* **Exercise input**
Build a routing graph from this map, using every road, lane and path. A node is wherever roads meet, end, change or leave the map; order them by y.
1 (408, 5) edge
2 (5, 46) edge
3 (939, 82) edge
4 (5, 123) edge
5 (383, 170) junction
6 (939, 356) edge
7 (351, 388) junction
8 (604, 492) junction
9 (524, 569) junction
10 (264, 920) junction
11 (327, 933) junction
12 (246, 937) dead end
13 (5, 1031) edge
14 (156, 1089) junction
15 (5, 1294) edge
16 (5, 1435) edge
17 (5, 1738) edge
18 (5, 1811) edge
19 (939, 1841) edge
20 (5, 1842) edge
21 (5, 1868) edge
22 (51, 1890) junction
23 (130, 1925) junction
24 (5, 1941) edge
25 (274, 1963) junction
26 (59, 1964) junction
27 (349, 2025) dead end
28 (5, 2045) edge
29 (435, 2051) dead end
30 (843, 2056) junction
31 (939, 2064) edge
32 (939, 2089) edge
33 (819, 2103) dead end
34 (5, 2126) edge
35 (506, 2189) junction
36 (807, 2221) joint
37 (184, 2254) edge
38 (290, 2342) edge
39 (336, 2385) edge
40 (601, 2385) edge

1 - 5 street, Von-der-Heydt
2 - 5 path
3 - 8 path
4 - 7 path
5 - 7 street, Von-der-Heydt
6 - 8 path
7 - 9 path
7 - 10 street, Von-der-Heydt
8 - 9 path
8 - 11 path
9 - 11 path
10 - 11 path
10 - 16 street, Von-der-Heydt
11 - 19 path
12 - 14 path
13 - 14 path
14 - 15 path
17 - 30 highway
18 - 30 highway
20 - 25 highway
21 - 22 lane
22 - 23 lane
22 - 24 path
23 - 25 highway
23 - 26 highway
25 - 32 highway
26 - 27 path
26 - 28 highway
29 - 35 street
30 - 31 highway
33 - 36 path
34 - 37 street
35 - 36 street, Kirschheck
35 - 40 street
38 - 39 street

* **What is required**
Count the lines in the records above that contain the word "lane", and reply with that number alone.

* **Solution for this task**
3